The shepherds and sheep and mother Mary herself from the nativity set spent most of their existence strewn across the living room floor or hiding underneath the ottoman, but not baby Jesus. Samuel would carry Jesus around and talk to him. He couldn’t pronounce Jesus correctly so it sounded more like Jissus. Jissus joined us for meals, and we covered him with blankets so he could take naps. Baby Jissus got hugs and kisses when he was sad and got rocked to sleep when he was tired. Jissus pretty much became a miniature member of the family.
As I started packing the nativity scene the other day I was struck by a thought as I held baby Jissus in the palm of my hand.

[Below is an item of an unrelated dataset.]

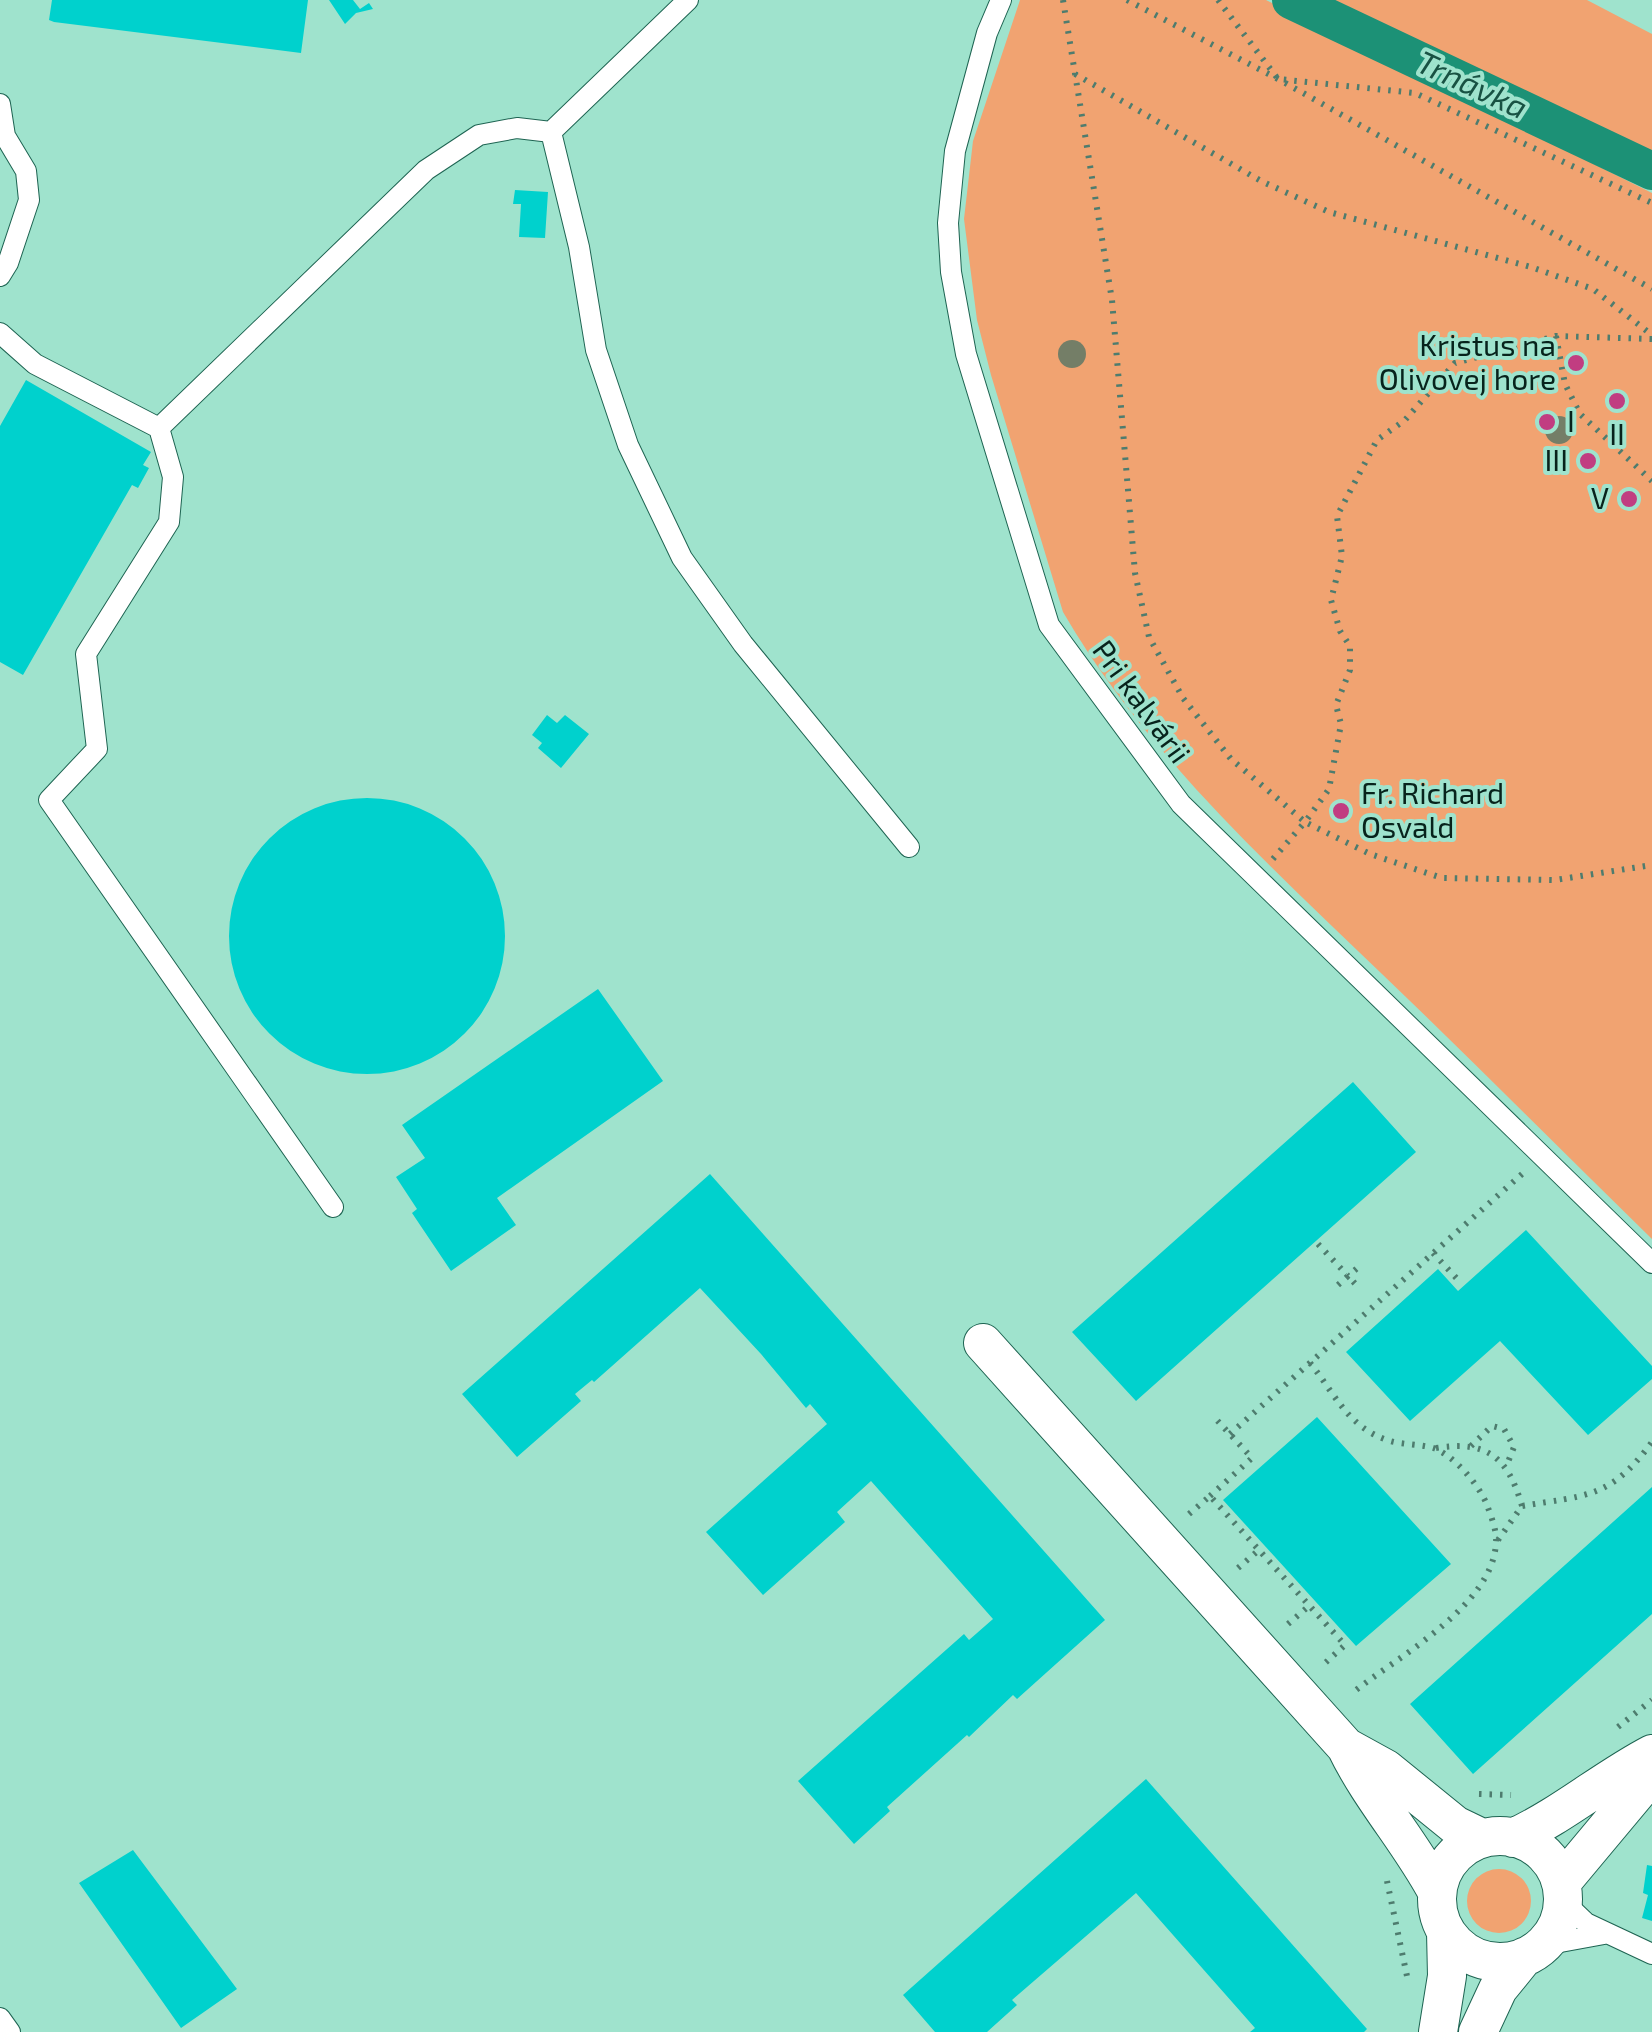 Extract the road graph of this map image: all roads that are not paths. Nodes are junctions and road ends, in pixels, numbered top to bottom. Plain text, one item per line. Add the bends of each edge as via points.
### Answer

This plastic Jesus was so much more alive to Samuel than the real Jesus often feels to me. Samuel’s tenderness and love for shabby plastic Jissus so often outstrip my own love and care for Jesus. Samuel wanted to Jissus to be with him all the time. He wanted to share his life with Jissus. He wanted to give him the best of what he had and share the things that brought him joy.
I look at my life and I see how often I content myself with doing my own thing rather than inviting Jesus into my regular rhythms of eating and sleeping and playing. It is not unusual for Jesus to get the worst of me. He gets the half-asleep version of me that just rolled out of bed, or the exhausted me that has spent all of my mental and emotional energy at work or chasing Samuel around and around the house. By the time Jesus gets my attention, he seems to have shrunk to be little more than a shabby plastic Jesus who doesn’t hear me.
Before the nativity could be put away Samuel spied it on the kitchen counter, and threw a fit. He was not about to see baby Jissus go back into that box without a full fledged tempter tantrum. Once again Joseph and the wiremen and the oxen are laying prostrate on the rug and it seems that Jissus will be with us all year, which as I see it is probably not such a bad thing. I realize that what I need in my life is a little more of Samuel’s Jissus and a little less of Simeon’s Jesus.